You can’t even use the same indicators
The same indicator does not work well in all markets. For example, Bollinger Bands is useful for trading the stock market’s short-medium term. This is because the stock market rarely crashes in a nonstop vertical line.
However, Bollinger Bands doesn’t work well in silver. Silver tends to swing sideways for a long time, crash/soar, swing sideways for a long time, crash/soar, swing sideways for a long time….
This means that Bollinger Bands can’t be used to pick bottoms and tops in silver.
Another example are moving averages. Moving average support/resistances work well in the forex markets. Common moving averages like the 50 sma actually do act as support and resistances for currency pairs.

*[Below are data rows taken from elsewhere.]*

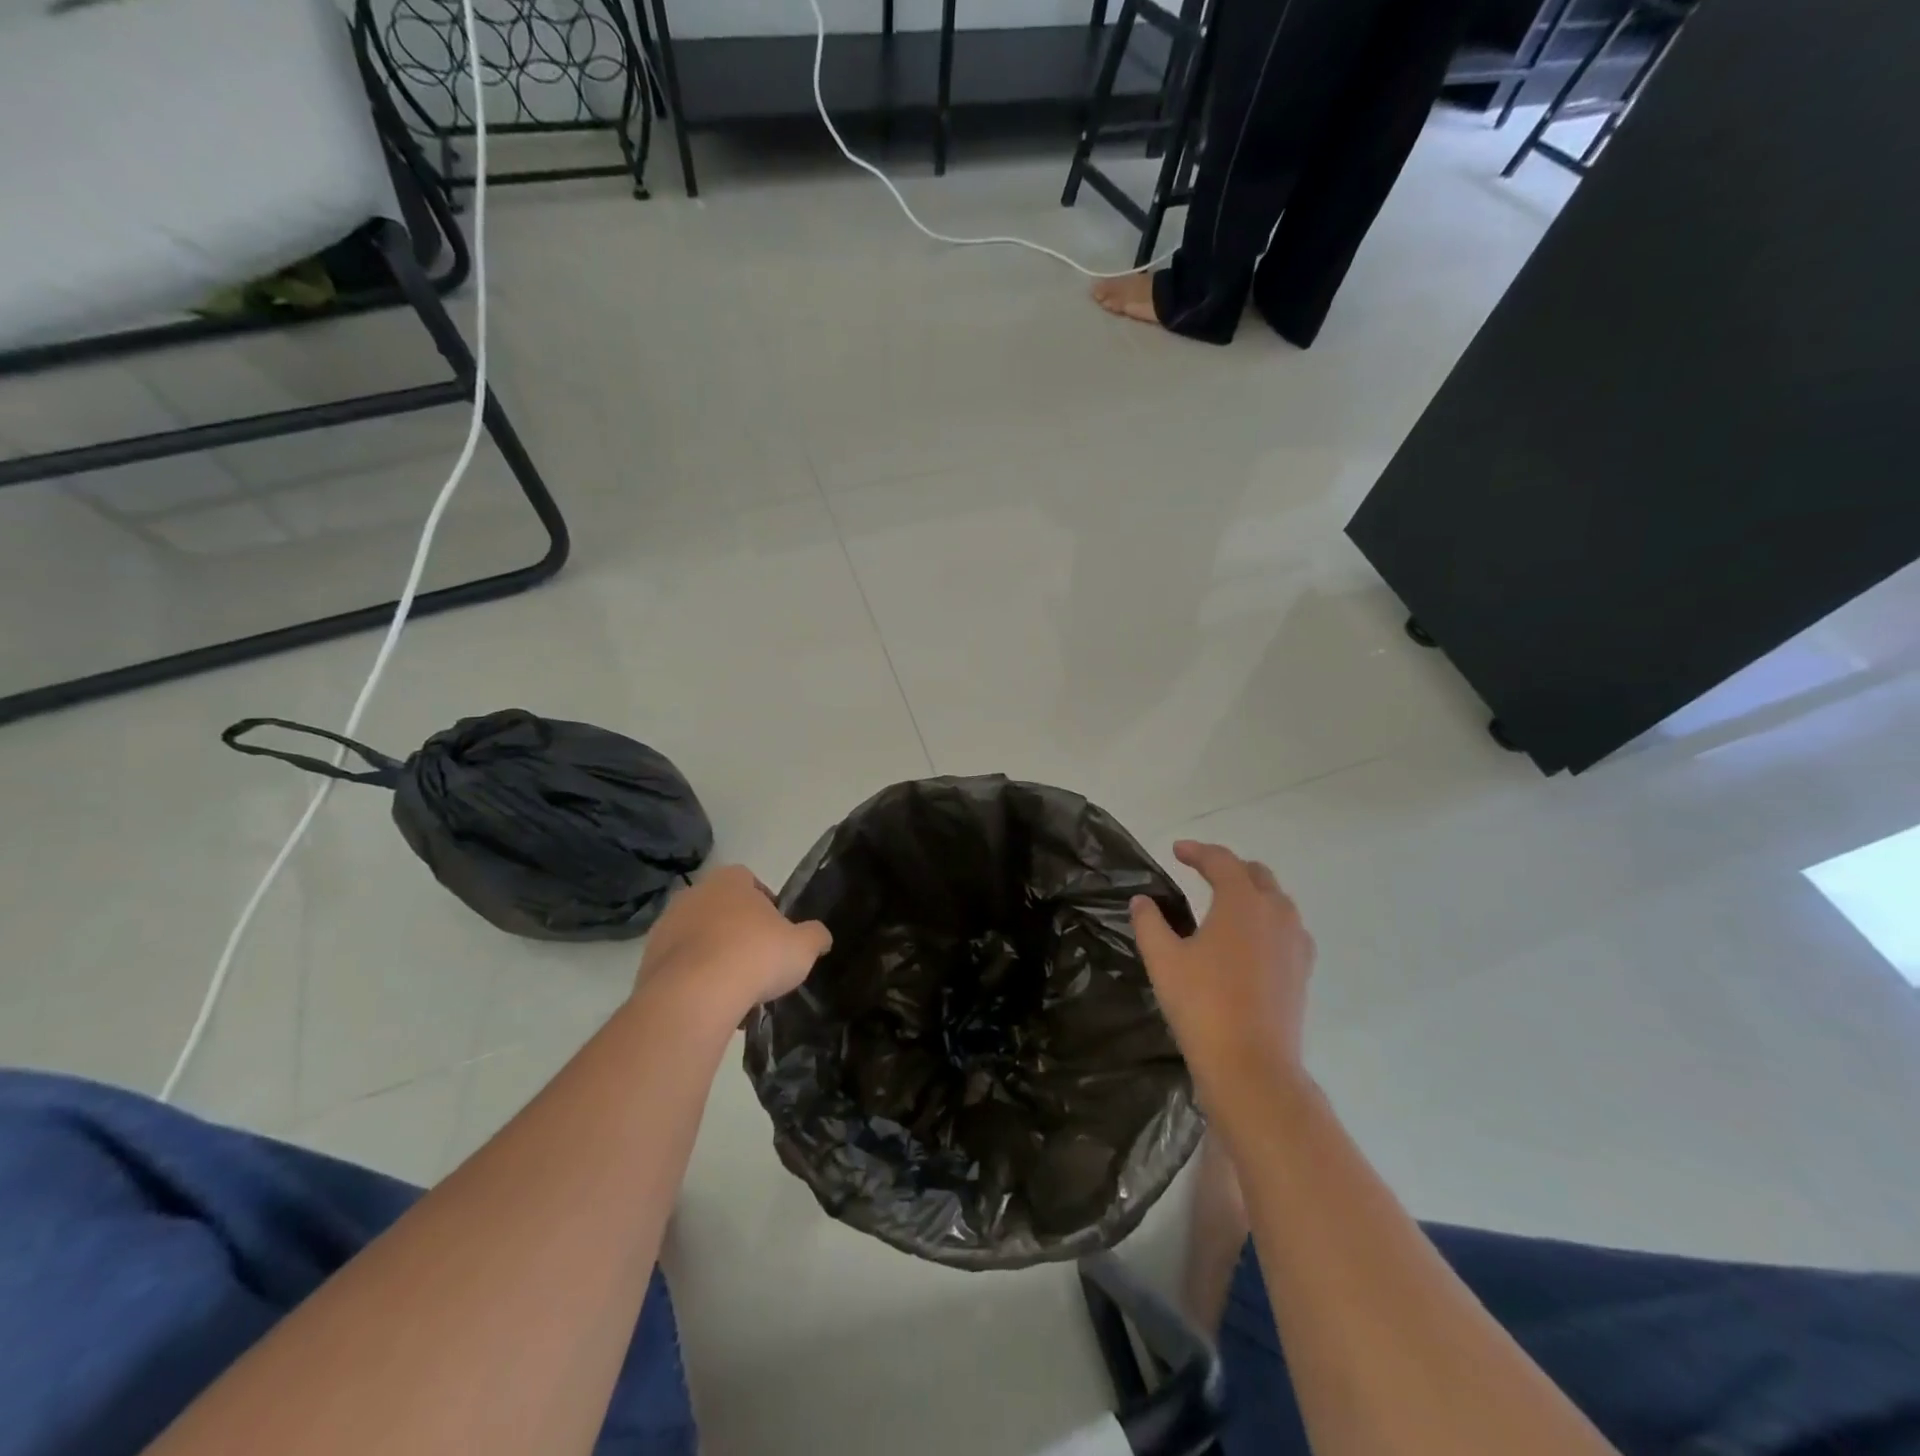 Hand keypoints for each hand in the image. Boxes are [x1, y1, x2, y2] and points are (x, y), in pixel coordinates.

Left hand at [637, 866, 831, 1021]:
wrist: (694, 995)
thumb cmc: (754, 956)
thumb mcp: (802, 947)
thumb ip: (815, 936)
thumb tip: (821, 937)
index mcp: (730, 880)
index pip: (750, 881)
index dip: (765, 904)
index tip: (776, 931)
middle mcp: (693, 894)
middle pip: (721, 909)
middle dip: (737, 931)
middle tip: (756, 961)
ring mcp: (665, 926)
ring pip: (698, 938)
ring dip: (713, 956)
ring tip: (734, 990)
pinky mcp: (647, 961)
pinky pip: (678, 966)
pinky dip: (693, 980)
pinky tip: (711, 1004)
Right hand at [1130, 841, 1314, 1105]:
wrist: (1251, 1067)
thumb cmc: (1203, 1005)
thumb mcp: (1163, 959)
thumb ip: (1149, 922)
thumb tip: (1142, 901)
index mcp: (1242, 902)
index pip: (1221, 861)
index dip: (1197, 851)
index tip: (1176, 851)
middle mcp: (1276, 913)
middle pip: (1256, 874)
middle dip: (1227, 867)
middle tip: (1201, 872)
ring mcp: (1296, 942)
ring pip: (1276, 900)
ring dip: (1251, 892)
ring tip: (1224, 903)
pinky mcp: (1303, 970)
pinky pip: (1287, 928)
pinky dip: (1266, 920)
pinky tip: (1249, 940)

Moving averages don’t work well in the stock market. The stock market disregards moving average support/resistances most of the time.
Which indicators work best in a market depends on that market’s traders and investors.
- Forex is dominated by short term traders who use the same moving average support/resistances. Their watching these moving averages becomes a self-fulfilling prophecy. It works because everyone is using it.
- The stock market is dominated by large institutional investors and mom-and-pop investors who focus on the fundamentals. Hence they disregard moving averages, which makes it work less effectively.
A trading or investment model is not static
I mentioned this in my How to build a model guide. No model will work forever. The concepts behind a model will always work, but the SPECIFIC way of defining those concepts will change.
For example, the stock market and “economy” move in sync over the medium-long term. This is a CONCEPT that will forever be true. If you understand the “economy”, you can predict the stock market.
However, the best way to understand the economy has changed over time.
- For example, understanding agriculture output before the 1900s was important because we had an agricultural economy. This is not true today because developed nations are no longer agriculture-based economies.
- Understanding Industrial Production was important from 1900 to the 1960s because the U.S. had an industrial-based economy. This is no longer extremely important today because the U.S. is not a manufacturing based economy.
- Understanding Consumer and Business loans is important today because economic growth is heavily financed by borrowing for future spending and investments.
So remember that while the CONCEPTS behind your model should always be valid, the specific way of defining those concepts will change over time.